Saturday, May 30, 2009

Gay People in Israel

In Israel, Adam Lambert would have won - Haaretz - Israel News

From a different section of the same article in Ha'aretz.

The day before, the mass-circulation Maariv newspaper published an extensive article detailing how 'Over the past decade homosexuals have turned from an exotic detour on [talk-show host] Dan Shilon's panel, to the kings of prime-time.' Among the gallery of famous gays were two of the 20 Survivor contestants, one of them Arik Alper.

'To me,' he told the camera, 'being the last survivor is to be the most popular kid in the fourth grade, which I never was.'

Say what you will about Israel, this place has developed an exceptional tolerance for behavior traditionally deemed deviant.
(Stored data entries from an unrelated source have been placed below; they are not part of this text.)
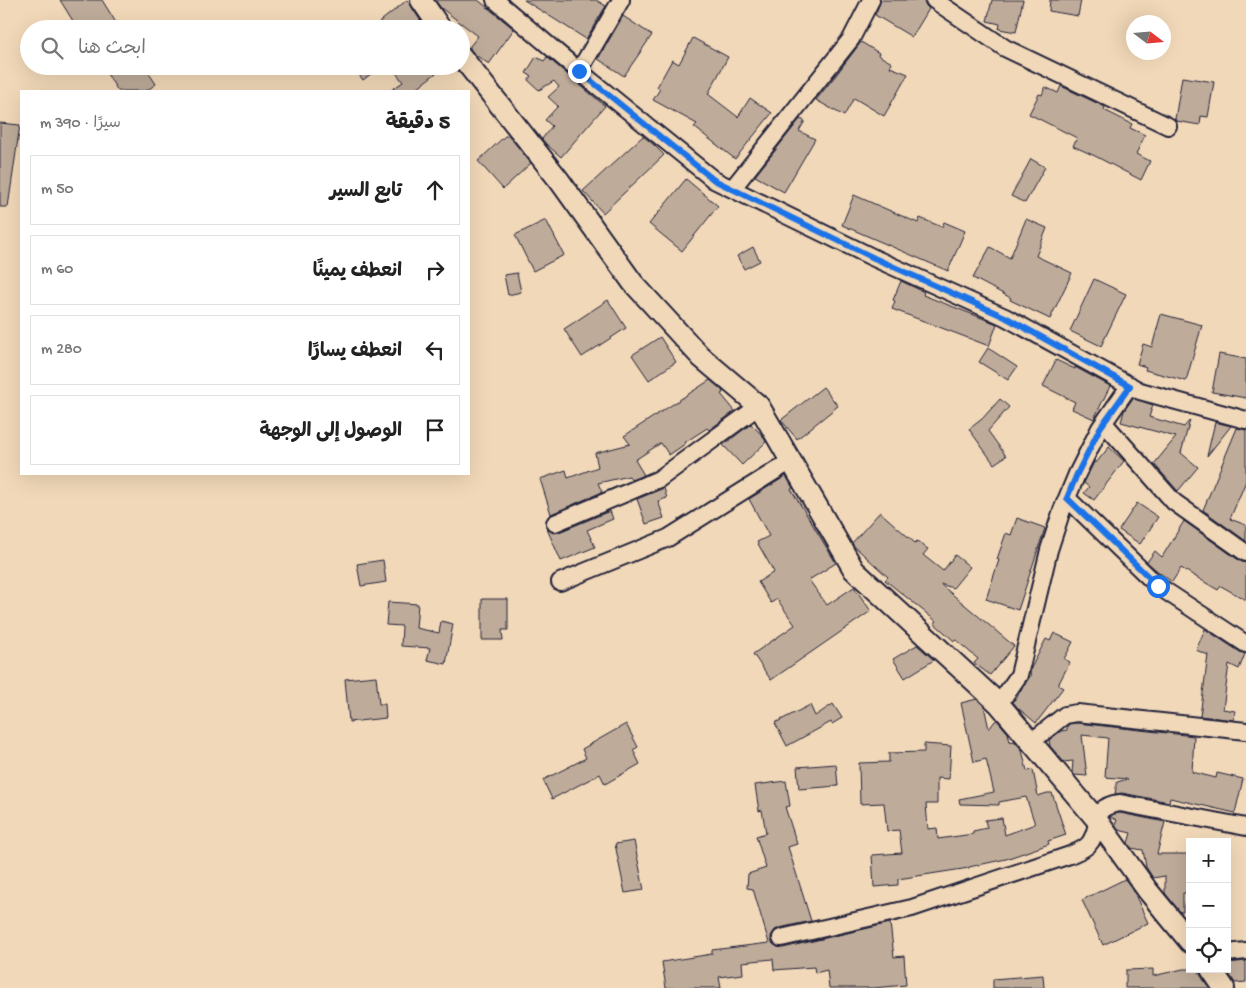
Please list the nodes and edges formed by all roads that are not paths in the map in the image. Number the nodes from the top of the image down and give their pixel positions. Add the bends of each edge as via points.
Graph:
1 (421, 0) edge
2 (495, 0) edge
3 (621, 0) edge
4 (871, 0) edge
5 (934, 0) edge
6 (435, 20) edge
7 (470, 67) edge
8 (579, 71) junction
9 (1168, 126) dead end
10 (732, 188) junction
11 (1130, 386) junction
12 (760, 406) junction
13 (1246, 420) edge
14 (1104, 423) junction
15 (791, 461) junction
16 (1067, 498) junction
17 (555, 523) dead end
18 (1246, 553) edge
19 (560, 582) dead end
20 (1246, 644) edge
21 (999, 704) junction
22 (1246, 731) edge
23 (1031, 742) junction
24 (1097, 820) junction
25 (1246, 827) edge
26 (1186, 937) edge
27 (781, 938) dead end
28 (1246, 952) edge
29 (1231, 953) edge
30 (1213, 973) edge
31 (1224, 988) edge

1 - 6 main road
2 - 8 street
3 - 8 street
4 - 10 street via 851,39
5 - 9 street via 1004,48
7 - 12 main road via 559,180 632,283 701,356
8 - 10 street via 714,180
10 - 11 street via 874,258 1005,317
11 - 13 street
11 - 14 street
12 - 15 main road
12 - 17 street via 659,479
14 - 16 street
14 - 18 street via 1174,502
15 - 19 street via 668,538
15 - 21 main road via 854,570
16 - 20 street via 1158,586
16 - 21 street via 1049,550 1019,675
21 - 23 main road
22 - 23 street via 1077,713 1065,715
23 - 24 main road
24 - 25 street via 1104,808 1120,803
24 - 26 main road
24 - 27 street via 1088,845 1070,855 912,908
28 - 29 street
30 - 31 main road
One of the judges on Kochav Nolad (A Star is Born), Israel's version of American Idol, is Dana International, a post-op transsexual singing star whose unapologetic exuberance persuaded Israelis to choose her as their representative to the 1998 Eurovision Song Contest, in which she took first place.

Perhaps a certain tolerance, or predilection, for flamboyantly deviant behavior devolves from the way Israel is itself seen as deviant in its region and in the world. In this world, all Israelis have a certain otherness about them, a statistical minority status.
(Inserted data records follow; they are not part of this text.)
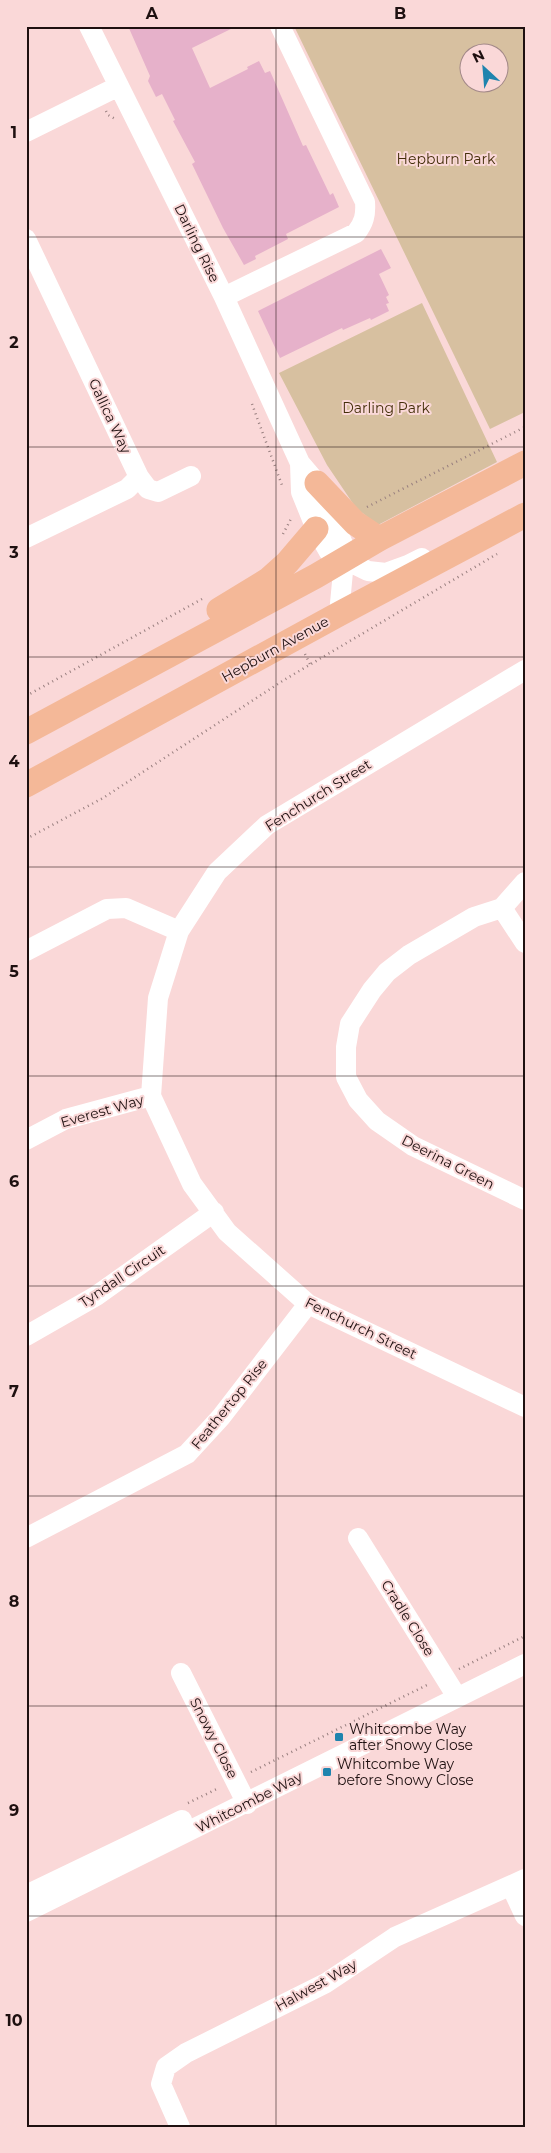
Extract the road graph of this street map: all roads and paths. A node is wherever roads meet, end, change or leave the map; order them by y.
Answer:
1 (89, 26) edge
2 (280, 26) edge
3 (119, 86) junction
4 (98, 97) junction
5 (123, 124) dead end
6 (26, 132) edge
7 (26, 239) edge
8 (224, 297) junction
9 (251, 400) dead end
10 (300, 463) junction
11 (525, 463) edge
12 (191, 476) dead end
13 (139, 477) junction
14 (317, 483) junction
15 (284, 490) dead end
16 (525, 502) edge
17 (525, 515) edge
18 (292, 517) dead end
19 (316, 529) junction
20 (26, 538) edge
21 (379, 539) junction
22 (280, 540) dead end
23 (504, 551) dead end
24 (344, 560) junction
25 (339, 614) junction
26 (525, 670) edge
27 (102, 690) junction
28 (26, 732) edge
29 (26, 785) edge
30 (26, 838) edge
31 (525, 882) edge
32 (502, 908) junction
33 (179, 931) junction
34 (525, 943) edge
35 (26, 951) edge
36 (151, 1096) junction
37 (26, 1140) edge
38 (525, 1200) edge
39 (214, 1212) junction
40 (308, 1304) junction
41 (26, 1336) edge
42 (525, 1407) edge
43 (26, 1538) edge
44 (358, 1538) dead end
45 (525, 1636) edge
46 (525, 1650) edge
47 (525, 1664) edge
48 (181, 1673) dead end
49 (450, 1686) junction
50 (241, 1792) junction
51 (183, 1806) dead end
52 (518, 1882) edge
53 (26, 1895) edge
54 (26, 1912) edge
55 (525, 1916) edge
56 (180, 2127) edge

1 - 3 street, Darling Rise
2 - 8 street
3 - 4 street
3 - 8 street, Darling Rise
4 - 5 path
4 - 6 street
7 - 13 street, Gallica Way
8 - 10 street, Darling Rise
9 - 15 path
10 - 14 street, Darling Rise
10 - 19 street, Darling Rise
11 - 21 main road
12 - 13 street
13 - 20 street
14 - 21 main road
14 - 24 street, Darling Rise
16 - 24 street, Darling Rise
17 - 25 main road, Hepburn Avenue
18 - 22 path
19 - 24 street, Darling Rise
19 - 27 main road
21 - 24 main road
23 - 30 path
24 - 25 street, Darling Rise
24 - 27 main road
25 - 29 main road, Hepburn Avenue
26 - 33 street, Fenchurch Street
27 - 28 main road
31 - 32 street
32 - 34 street
32 - 38 street, Deerina Green
33 - 35 street
33 - 36 street, Fenchurch Street
36 - 37 street, Everest Way
36 - 39 street, Fenchurch Street
39 - 40 street, Fenchurch Street
39 - 41 street, Tyndall Circuit
40 - 42 street, Fenchurch Street
40 - 43 street, Feathertop Rise
44 - 49 street, Cradle Close
45 - 49 path
46 - 49 street, Whitcombe Way
47 - 49 street, Whitcombe Way
48 - 50 street, Snowy Close
49 - 50 street, Whitcombe Way
49 - 50 path
50 - 51 path
50 - 53 street, Whitcombe Way
50 - 54 street, Whitcombe Way
52 - 55 street
52 - 56 street, Halwest Way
I know that I often seem critical of Israel in this blog, but I also know, and want to make clear, that as a Gay Catholic Man, there is no other country (apart from perhaps Turkey) in the Middle East that I would be allowed to live an open life.

Without in anyway condemning Arab societies, I find it impossible not to see Israel as a heroic venture. Should I be ashamed to say that at age 16, Leon Uris' Exodus changed my life?

That's why I feel free to be as open in criticising Israel as I do my own country.

Because I love it.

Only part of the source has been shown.